Supplied material:
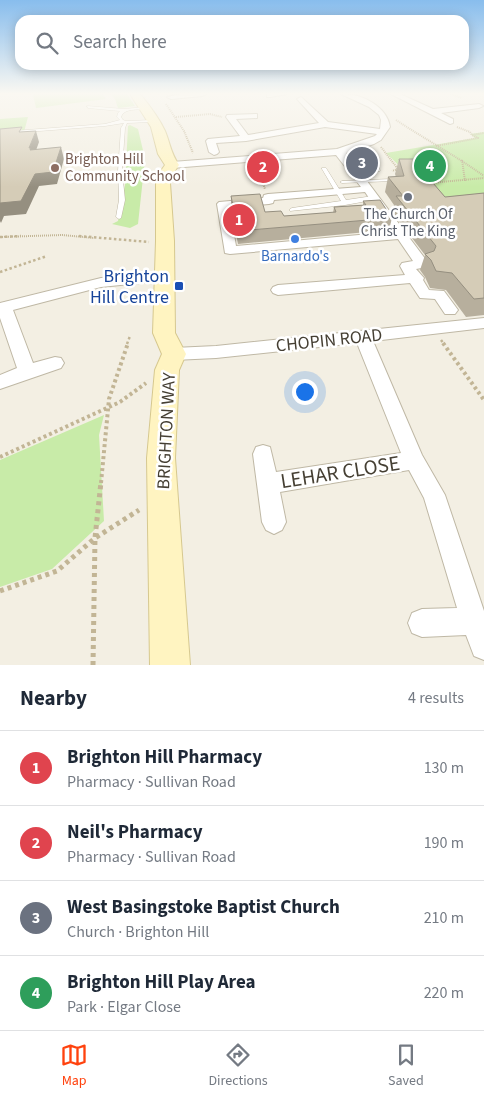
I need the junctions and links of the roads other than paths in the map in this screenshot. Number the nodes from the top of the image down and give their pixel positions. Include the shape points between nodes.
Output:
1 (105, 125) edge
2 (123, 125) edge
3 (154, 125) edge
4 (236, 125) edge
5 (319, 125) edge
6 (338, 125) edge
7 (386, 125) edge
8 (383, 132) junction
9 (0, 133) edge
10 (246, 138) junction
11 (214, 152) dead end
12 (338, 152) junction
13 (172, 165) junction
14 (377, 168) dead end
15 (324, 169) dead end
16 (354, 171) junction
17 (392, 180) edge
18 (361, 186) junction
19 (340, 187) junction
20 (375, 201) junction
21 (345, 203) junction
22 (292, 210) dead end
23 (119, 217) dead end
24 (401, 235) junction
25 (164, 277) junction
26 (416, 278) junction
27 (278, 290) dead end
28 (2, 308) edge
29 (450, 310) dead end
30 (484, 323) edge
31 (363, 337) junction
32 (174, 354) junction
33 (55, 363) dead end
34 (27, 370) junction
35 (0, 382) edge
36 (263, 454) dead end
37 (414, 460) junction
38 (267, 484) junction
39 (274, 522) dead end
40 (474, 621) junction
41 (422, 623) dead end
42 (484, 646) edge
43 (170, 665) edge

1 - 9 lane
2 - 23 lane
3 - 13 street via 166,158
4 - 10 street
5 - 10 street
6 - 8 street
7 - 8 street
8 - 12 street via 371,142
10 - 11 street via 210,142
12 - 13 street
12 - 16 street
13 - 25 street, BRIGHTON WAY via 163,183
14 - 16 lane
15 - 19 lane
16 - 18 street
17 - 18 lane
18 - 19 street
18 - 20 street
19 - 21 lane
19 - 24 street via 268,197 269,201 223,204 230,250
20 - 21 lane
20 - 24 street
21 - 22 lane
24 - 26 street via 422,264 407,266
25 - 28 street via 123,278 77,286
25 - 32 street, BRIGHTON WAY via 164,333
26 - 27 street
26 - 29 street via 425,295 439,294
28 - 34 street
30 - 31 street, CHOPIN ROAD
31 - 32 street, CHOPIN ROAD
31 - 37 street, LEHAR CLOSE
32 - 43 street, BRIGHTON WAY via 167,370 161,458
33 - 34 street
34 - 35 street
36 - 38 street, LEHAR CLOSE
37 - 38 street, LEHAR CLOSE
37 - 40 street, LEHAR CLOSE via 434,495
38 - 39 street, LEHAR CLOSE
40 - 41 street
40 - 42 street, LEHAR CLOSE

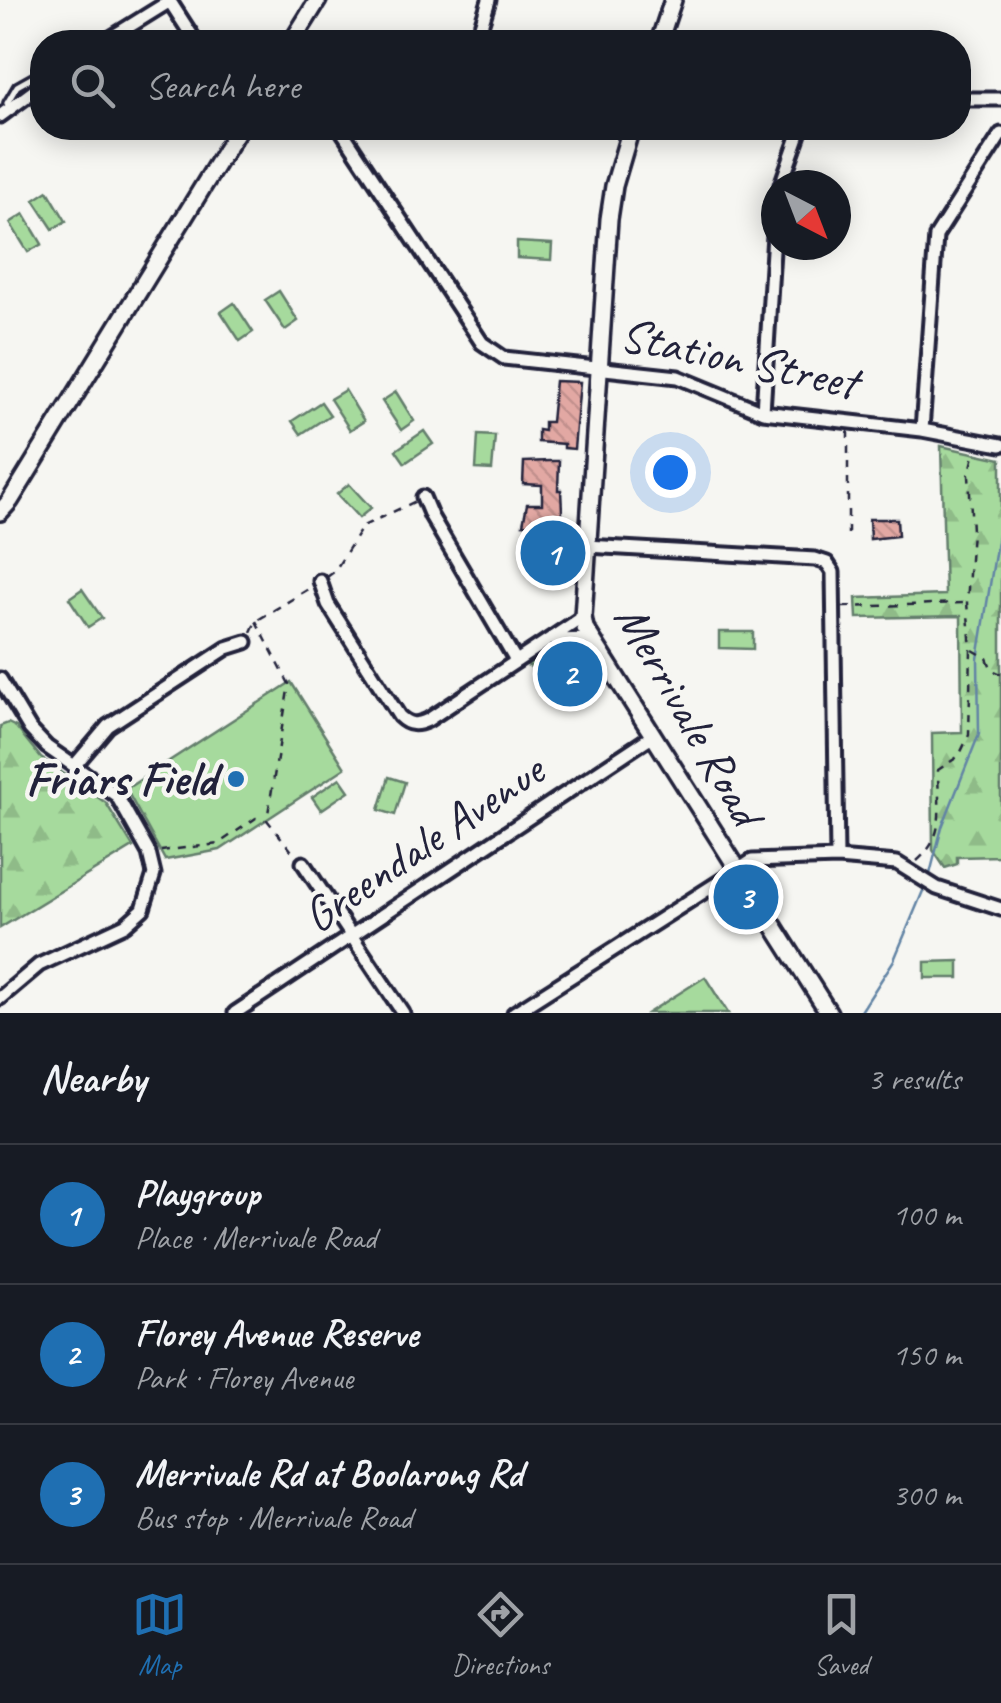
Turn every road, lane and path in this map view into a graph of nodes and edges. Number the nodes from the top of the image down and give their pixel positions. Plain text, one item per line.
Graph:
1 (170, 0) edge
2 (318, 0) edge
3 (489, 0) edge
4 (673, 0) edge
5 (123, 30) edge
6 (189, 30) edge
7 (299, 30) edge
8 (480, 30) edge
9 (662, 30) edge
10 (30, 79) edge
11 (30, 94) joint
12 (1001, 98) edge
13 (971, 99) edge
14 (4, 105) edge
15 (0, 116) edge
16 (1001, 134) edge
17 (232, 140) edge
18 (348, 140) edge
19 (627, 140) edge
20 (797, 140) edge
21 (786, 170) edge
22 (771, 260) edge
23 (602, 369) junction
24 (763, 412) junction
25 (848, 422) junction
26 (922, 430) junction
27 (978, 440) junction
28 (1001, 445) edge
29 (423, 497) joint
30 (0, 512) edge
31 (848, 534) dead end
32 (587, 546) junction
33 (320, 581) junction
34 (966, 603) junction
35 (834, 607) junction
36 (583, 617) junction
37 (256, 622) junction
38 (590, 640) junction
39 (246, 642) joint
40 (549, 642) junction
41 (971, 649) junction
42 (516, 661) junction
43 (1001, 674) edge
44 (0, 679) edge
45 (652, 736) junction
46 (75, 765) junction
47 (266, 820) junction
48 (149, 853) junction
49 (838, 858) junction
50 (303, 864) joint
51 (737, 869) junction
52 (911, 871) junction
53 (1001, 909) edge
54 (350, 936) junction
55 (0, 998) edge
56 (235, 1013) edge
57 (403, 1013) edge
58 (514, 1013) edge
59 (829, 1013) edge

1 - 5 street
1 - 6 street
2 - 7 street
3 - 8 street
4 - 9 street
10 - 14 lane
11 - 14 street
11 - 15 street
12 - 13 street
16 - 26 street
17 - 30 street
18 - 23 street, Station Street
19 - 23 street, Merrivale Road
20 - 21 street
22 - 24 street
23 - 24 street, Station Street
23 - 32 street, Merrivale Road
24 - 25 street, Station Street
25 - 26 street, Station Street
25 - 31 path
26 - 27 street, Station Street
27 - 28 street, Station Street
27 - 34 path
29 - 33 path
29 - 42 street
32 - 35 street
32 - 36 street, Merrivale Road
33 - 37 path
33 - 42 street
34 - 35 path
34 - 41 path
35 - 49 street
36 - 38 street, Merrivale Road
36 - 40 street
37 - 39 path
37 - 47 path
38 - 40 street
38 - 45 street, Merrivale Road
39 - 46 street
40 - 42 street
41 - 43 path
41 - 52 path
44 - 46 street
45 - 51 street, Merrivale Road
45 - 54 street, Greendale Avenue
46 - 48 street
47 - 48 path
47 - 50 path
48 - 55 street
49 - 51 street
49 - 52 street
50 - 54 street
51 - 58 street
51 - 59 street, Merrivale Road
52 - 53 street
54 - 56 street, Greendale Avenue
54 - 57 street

What you will do:
Print out the records in full and exactly, dropping every picture.

Solution to this exercise:
I need the junctions and links of the roads other than paths in the map in this screenshot. Number the nodes from the top of the image down and give their pixel positions. Include the shape points between nodes.
Output:
1 (105, 125) edge
2 (123, 125) edge
3 (154, 125) edge
4 (236, 125) edge
5 (319, 125) edge
6 (338, 125) edge
7 (386, 125) edge
8 (383, 132) junction
9 (0, 133) edge
10 (246, 138) junction
11 (214, 152) dead end
12 (338, 152) junction
13 (172, 165) junction
14 (377, 168) dead end
15 (324, 169) dead end
16 (354, 171) junction
17 (392, 180) edge
18 (361, 186) junction
19 (340, 187) junction
20 (375, 201) junction
21 (345, 203) junction
22 (292, 210) dead end
23 (119, 217) dead end
24 (401, 235) junction
25 (164, 277) junction
26 (416, 278) junction
27 (278, 290) dead end
28 (2, 308) edge
29 (450, 310) dead end
30 (484, 323) edge
31 (363, 337) junction
32 (174, 354) junction
33 (55, 363) dead end
34 (27, 370) junction
35 (0, 382) edge
36 (263, 454) dead end
37 (414, 460) junction
38 (267, 484) junction
39 (274, 522) dead end
40 (474, 621) junction
41 (422, 623) dead end
42 (484, 646) edge
43 (170, 665) edge

1 - 9 lane
2 - 23 lane
3 - 13 street via 166,158
4 - 10 street
5 - 10 street
6 - 8 street
7 - 8 street
8 - 12 street via 371,142
10 - 11 street via 210,142
12 - 13 street
12 - 16 street
13 - 25 street, BRIGHTON WAY via 163,183
14 - 16 lane
15 - 19 lane
16 - 18 street
17 - 18 lane
18 - 19 street
18 - 20 street
19 - 21 lane
19 - 24 street via 268,197 269,201 223,204 230,250
20 - 21 lane
20 - 24 street
21 - 22 lane
24 - 26 street via 422,264 407,266
25 - 28 street via 123,278 77,286
25 - 32 street, BRIGHTON WAY via 164,333
26 - 27 street
26 - 29 street via 425,295 439,294
28 - 34 street
30 - 31 street, CHOPIN ROAD
31 - 32 street, CHOPIN ROAD
31 - 37 street, LEHAR CLOSE
32 - 43 street, BRIGHTON WAY via 167,370 161,458
33 - 34 street
34 - 35 street
36 - 38 street, LEHAR CLOSE
37 - 38 street, LEHAR CLOSE
37 - 40 street, LEHAR CLOSE via 434,495
38 - 39 street, LEHAR CLOSE
40 - 41 street
40 - 42 street, LEHAR CLOSE

Turn every road, lane and path in this map view into a graph of nodes and edges. Number the nodes from the top of the image down and give their pixel positions. Plain text, one item per line.
Graph:
1 (170, 0) edge
2 (318, 0) edge
3 (489, 0) edge
4 (673, 0) edge
5 (123, 30) edge
6 (189, 30) edge
7 (299, 30) edge
8 (480, 30) edge
9 (662, 30) edge
10 (30, 79) edge
11 (30, 94) joint
12 (1001, 98) edge
13 (971, 99) edge
14 (4, 105) edge
15 (0, 116) edge
16 (1001, 134) edge
17 (232, 140) edge
18 (348, 140) edge
19 (627, 140) edge
20 (797, 140) edge
21 (786, 170) edge
22 (771, 260) edge
23 (602, 369) junction
24 (763, 412) junction
25 (848, 422) junction
26 (922, 430) junction
27 (978, 440) junction
28 (1001, 445) edge
29 (423, 497) joint
30 (0, 512) edge
31 (848, 534) dead end
32 (587, 546) junction
33 (320, 581) junction
34 (966, 603) junction
35 (834, 607) junction
36 (583, 617) junction
37 (256, 622) junction
38 (590, 640) junction
39 (246, 642) joint
40 (549, 642) junction
41 (971, 649) junction
42 (516, 661) junction
43 (1001, 674) edge
44 (0, 679) edge
45 (652, 736) junction
46 (75, 765) junction
47 (266, 820) junction
48 (149, 853) junction
49 (838, 858) junction
50 (303, 864) joint
51 (737, 869) junction
52 (911, 871) junction
53 (1001, 909) edge
54 (350, 936) junction
55 (0, 998) edge
56 (235, 1013) edge
57 (403, 1013) edge
58 (514, 1013) edge
59 (829, 1013) edge

1 - 5 street
1 - 6 street
2 - 7 street
3 - 8 street
4 - 9 street
10 - 14 lane
11 - 14 street
11 - 15 street
12 - 13 street
16 - 26 street
17 - 30 street
18 - 23 street, Station Street
19 - 23 street, Merrivale Road
20 - 21 street
22 - 24 street
23 - 24 street, Station Street
23 - 32 street, Merrivale Road
24 - 25 street, Station Street
25 - 26 street, Station Street
25 - 31 path
26 - 27 street, Station Street
27 - 28 street, Station Street
27 - 34 path
29 - 33 path
29 - 42 street
32 - 35 street
32 - 36 street, Merrivale Road
33 - 37 path
33 - 42 street
34 - 35 path
34 - 41 path
35 - 49 street
36 - 38 street, Merrivale Road
36 - 40 street
37 - 39 path
37 - 47 path
38 - 40 street
38 - 45 street, Merrivale Road
39 - 46 street
40 - 42 street
41 - 43 path
41 - 52 path
44 - 46 street
45 - 51 street, Merrivale Road
45 - 54 street, Greendale Avenue
46 - 48 street
47 - 48 path
47 - 50 path
48 - 55 street
49 - 51 street
49 - 52 street
50 - 54 street
51 - 58 street
51 - 59 street, Merrivale Road
52 - 53 street
54 - 56 street, Greendale Avenue
54 - 57 street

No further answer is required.